Before we close, I want you to notice one more thing about the passage. Look at how the older brother describes his younger brother in verse 30 – “This son of yours.” Not, “My brother.” “This son of yours.” It gives Adam and Eve “garden vibes” doesn’t it? “The wife You gave me. The woman You gave me.” Look at how the father describes him in verse 32 – “Your brother.” It echoes of Cain and Abel, doesn’t it? Cain murdered Abel and God asked him, “Where is your brother?” Do you remember Cain’s response? “Am I my brother’s keeper?” And God said He heard Abel’s blood crying out to Him from the ground. “Am I my brother’s keeper?” What if Jesus had said that about us? No, Jesus is the firstborn among many brothers. He says, from eternity past, looking at His people captive and slaves to sin, Jesus says, “I am My brother’s keeper.” The writer of Hebrews says this. “And to Jesus, the Mediator of a new covenant, and to the sprinkled blood that speaks a better word than the blood of Abel.” Abel’s blood cried out for justice. Jesus’ blood spilled on the cross for sinners cries out, “Mercy! Grace to them!”

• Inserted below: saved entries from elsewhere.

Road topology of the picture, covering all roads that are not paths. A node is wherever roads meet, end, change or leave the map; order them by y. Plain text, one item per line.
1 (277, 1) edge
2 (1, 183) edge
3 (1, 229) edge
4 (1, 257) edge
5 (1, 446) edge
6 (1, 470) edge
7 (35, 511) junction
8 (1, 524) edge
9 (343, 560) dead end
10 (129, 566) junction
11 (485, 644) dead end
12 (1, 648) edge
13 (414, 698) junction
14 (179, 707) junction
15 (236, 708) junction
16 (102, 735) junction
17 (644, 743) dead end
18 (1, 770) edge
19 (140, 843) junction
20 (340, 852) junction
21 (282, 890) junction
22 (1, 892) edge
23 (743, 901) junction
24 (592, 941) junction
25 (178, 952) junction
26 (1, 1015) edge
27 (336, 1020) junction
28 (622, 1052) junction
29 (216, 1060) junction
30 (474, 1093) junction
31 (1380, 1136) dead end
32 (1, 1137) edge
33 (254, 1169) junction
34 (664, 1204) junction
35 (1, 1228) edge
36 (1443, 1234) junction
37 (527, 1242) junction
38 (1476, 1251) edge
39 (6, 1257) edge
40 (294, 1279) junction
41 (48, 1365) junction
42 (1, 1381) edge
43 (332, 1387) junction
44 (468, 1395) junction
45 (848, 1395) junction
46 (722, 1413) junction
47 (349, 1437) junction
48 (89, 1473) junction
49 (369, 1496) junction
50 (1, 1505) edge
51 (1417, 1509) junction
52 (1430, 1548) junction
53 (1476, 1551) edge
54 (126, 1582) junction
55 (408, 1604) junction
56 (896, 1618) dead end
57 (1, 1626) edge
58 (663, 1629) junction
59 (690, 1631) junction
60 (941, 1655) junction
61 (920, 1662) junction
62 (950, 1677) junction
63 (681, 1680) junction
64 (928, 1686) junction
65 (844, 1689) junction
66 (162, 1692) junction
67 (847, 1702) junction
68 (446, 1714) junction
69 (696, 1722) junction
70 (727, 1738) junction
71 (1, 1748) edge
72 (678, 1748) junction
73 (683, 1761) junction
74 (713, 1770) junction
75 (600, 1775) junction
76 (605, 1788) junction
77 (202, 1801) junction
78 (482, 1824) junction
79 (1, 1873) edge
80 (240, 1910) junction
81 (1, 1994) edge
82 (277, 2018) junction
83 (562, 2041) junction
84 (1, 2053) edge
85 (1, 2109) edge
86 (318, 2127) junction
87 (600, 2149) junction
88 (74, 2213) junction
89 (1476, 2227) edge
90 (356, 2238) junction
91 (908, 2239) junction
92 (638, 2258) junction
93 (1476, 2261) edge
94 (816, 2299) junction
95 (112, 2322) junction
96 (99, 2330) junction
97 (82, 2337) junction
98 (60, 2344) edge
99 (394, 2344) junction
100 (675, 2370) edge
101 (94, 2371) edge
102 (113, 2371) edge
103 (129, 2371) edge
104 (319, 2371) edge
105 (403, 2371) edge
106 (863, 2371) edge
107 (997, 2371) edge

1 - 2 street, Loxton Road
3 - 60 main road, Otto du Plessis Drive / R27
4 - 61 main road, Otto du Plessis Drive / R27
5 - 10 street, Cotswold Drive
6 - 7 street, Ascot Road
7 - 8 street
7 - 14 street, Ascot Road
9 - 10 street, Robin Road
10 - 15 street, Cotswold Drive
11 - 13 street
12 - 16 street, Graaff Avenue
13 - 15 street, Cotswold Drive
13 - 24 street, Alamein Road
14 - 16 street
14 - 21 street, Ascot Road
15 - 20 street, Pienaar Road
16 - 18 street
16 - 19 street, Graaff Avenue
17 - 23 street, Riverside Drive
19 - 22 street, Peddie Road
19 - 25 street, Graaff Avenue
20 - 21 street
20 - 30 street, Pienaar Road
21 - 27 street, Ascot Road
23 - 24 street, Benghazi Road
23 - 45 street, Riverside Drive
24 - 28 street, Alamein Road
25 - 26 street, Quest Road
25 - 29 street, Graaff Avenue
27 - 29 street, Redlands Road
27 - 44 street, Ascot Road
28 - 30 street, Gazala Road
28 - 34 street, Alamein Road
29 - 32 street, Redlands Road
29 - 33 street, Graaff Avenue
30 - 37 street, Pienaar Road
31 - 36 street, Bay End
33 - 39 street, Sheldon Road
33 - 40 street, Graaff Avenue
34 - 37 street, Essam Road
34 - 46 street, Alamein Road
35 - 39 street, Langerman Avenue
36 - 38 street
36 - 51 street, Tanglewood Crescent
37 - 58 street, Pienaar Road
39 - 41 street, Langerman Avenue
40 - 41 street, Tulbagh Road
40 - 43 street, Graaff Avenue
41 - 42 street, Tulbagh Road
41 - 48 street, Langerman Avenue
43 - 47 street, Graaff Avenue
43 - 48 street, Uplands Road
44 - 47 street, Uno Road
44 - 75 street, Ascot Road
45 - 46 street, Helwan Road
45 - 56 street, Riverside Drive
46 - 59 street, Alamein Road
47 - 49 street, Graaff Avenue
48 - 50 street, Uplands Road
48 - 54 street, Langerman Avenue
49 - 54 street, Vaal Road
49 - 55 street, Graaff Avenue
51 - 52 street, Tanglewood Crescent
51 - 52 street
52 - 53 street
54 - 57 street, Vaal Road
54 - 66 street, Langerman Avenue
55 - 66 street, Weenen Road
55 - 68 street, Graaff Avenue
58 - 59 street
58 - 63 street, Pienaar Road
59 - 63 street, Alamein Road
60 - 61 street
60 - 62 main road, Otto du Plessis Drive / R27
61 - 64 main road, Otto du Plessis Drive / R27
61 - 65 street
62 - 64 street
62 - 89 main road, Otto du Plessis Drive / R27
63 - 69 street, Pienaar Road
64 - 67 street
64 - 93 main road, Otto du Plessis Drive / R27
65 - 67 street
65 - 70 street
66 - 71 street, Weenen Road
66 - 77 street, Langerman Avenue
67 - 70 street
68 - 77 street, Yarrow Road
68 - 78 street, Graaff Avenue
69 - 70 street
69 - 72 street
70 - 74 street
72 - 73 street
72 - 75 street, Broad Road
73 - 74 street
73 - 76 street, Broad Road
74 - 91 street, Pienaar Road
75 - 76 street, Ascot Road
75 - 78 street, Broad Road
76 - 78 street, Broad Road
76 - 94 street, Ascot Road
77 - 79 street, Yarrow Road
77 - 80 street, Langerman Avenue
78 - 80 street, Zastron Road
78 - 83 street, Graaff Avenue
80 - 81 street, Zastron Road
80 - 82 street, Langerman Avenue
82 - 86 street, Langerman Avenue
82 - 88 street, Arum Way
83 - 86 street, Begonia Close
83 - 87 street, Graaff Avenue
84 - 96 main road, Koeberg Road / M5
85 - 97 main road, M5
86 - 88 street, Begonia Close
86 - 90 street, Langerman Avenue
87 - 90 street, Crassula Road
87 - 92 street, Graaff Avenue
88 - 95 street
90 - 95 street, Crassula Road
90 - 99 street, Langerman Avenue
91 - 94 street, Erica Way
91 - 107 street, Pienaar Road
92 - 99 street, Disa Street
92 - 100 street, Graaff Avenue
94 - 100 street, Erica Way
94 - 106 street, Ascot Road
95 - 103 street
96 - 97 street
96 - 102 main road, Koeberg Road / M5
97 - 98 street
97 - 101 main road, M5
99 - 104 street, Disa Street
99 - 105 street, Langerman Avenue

You see, Jesus is the true older Brother. Will you come to the Father through the true older Brother this morning? It’s His rebuke of the Pharisees here that exposes the problems in their thinking – the problem of self-righteousness. They didn’t understand grace. It was repulsive to them. The problem of separation. They had no intimacy, no intimacy of relationship with God. And the problem of scorn. They were angry at the heart of their heavenly Father. The parable cuts off before we get to see the older brother’s response, sort of like a cliffhanger that keeps you hooked at the end of a show. Will the older brother go into the party? Will you hear the Father’s appeal this morning? Free grace is offered.
Let’s pray.Heavenly Father, we come to You as sinners, as those who see our need. Our sin is ever before us. We know our transgressions. And so Lord, we ask that we would hide under the cleft of the rock, we would hide under the shadow of Your wing, that only in the grace of Jesus Christ and His righteousness, in His payment of the penalty of sin, may we be saved, Lord. Keep us in Him, our older Brother. It’s in the name of Jesus Christ we pray, amen.